While I was researching how Washington has been commemorated, I was surprised to learn that many of our statues of him are relatively new. One was built during Washington's lifetime: a hulking bronze in the Virginia state capital, the vaguely embarrassing equivalent to the Mandela of Sandton City. But more were built after the Civil War, 60 years after Washington died. Americans kept erecting new Washingtons throughout the 20th century, constantly deepening his totemic value after that first stretch of uncertainty.

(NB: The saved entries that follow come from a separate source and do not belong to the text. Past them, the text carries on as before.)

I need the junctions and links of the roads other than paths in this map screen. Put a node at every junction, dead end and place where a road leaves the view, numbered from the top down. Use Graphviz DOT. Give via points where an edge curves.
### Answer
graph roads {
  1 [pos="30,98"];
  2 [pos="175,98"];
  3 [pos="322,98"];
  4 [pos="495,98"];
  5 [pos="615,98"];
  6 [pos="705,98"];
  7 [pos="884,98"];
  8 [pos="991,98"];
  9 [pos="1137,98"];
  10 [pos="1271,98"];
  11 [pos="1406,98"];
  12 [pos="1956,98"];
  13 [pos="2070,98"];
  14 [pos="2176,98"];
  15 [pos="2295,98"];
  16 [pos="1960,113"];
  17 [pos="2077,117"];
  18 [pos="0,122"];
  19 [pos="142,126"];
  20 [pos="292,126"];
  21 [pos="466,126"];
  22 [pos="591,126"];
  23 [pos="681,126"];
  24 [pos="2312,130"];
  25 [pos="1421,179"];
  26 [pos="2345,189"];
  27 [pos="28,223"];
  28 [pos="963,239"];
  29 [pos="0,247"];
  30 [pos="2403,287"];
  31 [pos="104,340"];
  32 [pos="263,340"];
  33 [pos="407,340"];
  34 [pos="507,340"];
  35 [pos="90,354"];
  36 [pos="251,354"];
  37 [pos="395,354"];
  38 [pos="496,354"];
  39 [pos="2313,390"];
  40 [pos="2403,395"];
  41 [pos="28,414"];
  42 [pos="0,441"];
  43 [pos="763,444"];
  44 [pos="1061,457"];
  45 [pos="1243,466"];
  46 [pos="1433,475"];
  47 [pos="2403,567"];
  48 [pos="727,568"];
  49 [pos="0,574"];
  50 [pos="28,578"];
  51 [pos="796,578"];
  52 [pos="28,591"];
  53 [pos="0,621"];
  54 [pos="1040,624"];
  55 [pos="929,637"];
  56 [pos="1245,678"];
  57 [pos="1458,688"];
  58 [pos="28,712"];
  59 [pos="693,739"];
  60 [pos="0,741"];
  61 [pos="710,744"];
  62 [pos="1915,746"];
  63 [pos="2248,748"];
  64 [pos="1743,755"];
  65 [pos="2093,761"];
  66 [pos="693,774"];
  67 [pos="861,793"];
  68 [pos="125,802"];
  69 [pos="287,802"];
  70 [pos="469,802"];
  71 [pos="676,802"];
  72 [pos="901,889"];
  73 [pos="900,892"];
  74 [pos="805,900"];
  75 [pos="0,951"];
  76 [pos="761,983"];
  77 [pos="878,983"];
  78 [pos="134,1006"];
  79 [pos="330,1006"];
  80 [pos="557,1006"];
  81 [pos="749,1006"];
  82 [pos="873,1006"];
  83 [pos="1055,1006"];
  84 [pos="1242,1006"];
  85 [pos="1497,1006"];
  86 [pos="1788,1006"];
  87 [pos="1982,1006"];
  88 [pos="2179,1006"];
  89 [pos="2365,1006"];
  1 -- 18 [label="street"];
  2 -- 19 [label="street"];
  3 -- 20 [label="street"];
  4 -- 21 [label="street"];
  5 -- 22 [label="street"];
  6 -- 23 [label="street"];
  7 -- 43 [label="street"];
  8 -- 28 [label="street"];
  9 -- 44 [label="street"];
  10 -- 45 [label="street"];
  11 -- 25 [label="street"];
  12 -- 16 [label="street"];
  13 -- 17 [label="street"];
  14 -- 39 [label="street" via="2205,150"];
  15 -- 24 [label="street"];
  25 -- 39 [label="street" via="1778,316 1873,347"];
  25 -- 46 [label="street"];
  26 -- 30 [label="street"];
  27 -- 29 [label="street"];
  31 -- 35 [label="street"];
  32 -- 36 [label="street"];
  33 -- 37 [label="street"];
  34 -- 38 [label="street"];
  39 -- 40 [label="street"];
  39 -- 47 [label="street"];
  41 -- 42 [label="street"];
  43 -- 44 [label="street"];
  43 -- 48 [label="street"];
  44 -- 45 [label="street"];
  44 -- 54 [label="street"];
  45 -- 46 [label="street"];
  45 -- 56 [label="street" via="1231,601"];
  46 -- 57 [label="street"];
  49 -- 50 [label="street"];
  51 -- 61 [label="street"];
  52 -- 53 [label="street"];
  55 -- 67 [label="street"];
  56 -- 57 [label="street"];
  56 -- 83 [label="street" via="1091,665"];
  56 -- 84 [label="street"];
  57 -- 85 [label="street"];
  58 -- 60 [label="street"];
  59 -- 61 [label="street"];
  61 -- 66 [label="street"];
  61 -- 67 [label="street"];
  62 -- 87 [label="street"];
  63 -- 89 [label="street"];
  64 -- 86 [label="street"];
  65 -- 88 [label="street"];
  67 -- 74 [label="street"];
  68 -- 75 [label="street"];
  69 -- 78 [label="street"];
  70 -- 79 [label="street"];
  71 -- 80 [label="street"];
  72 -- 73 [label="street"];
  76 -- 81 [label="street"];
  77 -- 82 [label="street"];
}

In this newspaper, during Mandela's health scare, Nic Dawes wrote that his bodily presence "is part of our national being. We worry that we may not be quite ourselves without him". The lesson of America's battle to preserve Washington's almost mystical binding power over our country is: Yes, you may lose him. It is hard to know just what you are trying to preserve. But he may come back to you again when you need him most.
I doubt Mandela will ever dominate your geography through statuary like Washington dominates ours. Equestrian statues are a pretty Western thing, and even in the West, the monumental aesthetic is dying. But South Africa will need images in order to remember. Given that Mandela is the national icon, I'm sometimes struck at how little his iconography permeates the fabric of South African life. That is proper while he is still alive. But in the years ahead, South Africans will have to work out how to fully embrace Mandela as a symbol.
These days, it's mostly tourists who buy the hats and T-shirts printed in cloth patterned with Mandela's picture. The only local setting in which I've seen it is my friend's guesthouse in Johannesburg. She upholstered the dining-room chairs in it. We sat on Madiba's face as we ate breakfast. That might seem cheeky. But the richer the multiplicity of ways Mandela becomes remembered over the years, the better.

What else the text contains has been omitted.